I shoot photos with a Canon DSLR camera, in RAW format, then process them with Adobe LightRoom to give a high-quality JPG file. The image size is enlarged with Photoshop from the standard Canon 240dpi to 300dpi, and I use the pixel resolution of the photo for the "canvas". I often crop the photo for better composition.
I usually make a preliminary drawing using the ink tool, but not always. The illustration of Honfleur, for example, was done directly with the oil brush and without any preliminary drawing. The next stage is to decide on the medium or media to be used - each of which has its own characteristics. With some exceptions, most of my illustrations use mixed media, i.e. different tools and utilities in the ArtRage program. I very often use a combination of ink, pastel and airbrush: ink for the basic colour, and pastel and airbrush for shading and other textures. One of the most useful features of the program is the ability to create a painting in separate layers, with the topmost layers taking precedence over the lower layers. I can create different layers for sections of the illustration and then lay a basic ground colour for each section. The little slideshow above shows preliminary use of layering in the creation of the "Still life- freesias" painting, with the back wall, table top, leaves and glass - plus their individual textures - as separate layers.
Bit by bit, the layer colours and textures are built up, the shading carried out until the illustration is completed. Another valuable tool in the program is the "eraser" brush. This tool is useful for nibbling away at a wash to create edges which look more natural than edges which have been painted in - very useful for leaf work, for example.

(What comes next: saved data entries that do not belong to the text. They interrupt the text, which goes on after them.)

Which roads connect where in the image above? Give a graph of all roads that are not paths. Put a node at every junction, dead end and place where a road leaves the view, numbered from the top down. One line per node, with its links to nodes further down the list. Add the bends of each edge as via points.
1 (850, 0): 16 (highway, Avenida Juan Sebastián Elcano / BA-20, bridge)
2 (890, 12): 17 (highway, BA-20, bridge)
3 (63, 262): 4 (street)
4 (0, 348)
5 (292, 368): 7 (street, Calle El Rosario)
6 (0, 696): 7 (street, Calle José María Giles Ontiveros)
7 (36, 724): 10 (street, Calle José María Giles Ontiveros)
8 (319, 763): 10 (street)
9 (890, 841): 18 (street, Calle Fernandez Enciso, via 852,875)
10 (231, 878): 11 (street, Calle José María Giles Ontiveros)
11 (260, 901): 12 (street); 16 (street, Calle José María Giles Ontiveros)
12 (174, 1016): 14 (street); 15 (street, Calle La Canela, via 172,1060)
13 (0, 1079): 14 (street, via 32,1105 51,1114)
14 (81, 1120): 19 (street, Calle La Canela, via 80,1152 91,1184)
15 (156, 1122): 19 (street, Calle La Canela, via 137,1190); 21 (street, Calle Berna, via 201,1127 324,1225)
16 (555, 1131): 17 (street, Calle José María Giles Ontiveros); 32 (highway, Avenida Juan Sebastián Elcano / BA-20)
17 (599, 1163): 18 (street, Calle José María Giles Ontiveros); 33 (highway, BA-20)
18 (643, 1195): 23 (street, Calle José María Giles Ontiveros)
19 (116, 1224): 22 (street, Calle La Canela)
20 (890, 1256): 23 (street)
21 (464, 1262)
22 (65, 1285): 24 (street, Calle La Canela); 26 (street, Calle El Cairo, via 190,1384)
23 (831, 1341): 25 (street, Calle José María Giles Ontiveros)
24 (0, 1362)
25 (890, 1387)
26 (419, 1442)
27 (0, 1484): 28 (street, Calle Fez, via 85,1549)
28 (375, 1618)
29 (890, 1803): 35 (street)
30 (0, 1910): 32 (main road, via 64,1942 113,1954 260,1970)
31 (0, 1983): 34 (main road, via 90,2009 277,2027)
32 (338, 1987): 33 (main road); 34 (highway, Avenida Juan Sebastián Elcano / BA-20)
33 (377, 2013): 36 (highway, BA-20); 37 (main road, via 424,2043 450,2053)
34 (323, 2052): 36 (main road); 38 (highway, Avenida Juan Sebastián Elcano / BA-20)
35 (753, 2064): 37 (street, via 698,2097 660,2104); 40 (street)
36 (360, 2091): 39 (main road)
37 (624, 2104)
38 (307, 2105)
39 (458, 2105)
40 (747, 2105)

While the ArtRage program has been developed very much around the concept of creating sophisticated media - oil, watercolour, ink, pastel, etc. - ProCreate is built on the foundation of a large selection of different brush tools, with less emphasis on the textural qualities of the media. The main difference between ProCreate and ArtRage is that the ProCreate painting is done only on to the iPad, rather than also with a separate tablet, which gives a more conventional approach to the handling of the paint tools. In other essentials - colour palettes, layering and mixing of media, the techniques are very similar.
When completed, the illustration is exported as a JPG, converted from RGB (red/blue/green) mode to CMYK - essential for quality prints - and then uploaded to the Printspace hub for storage and printing.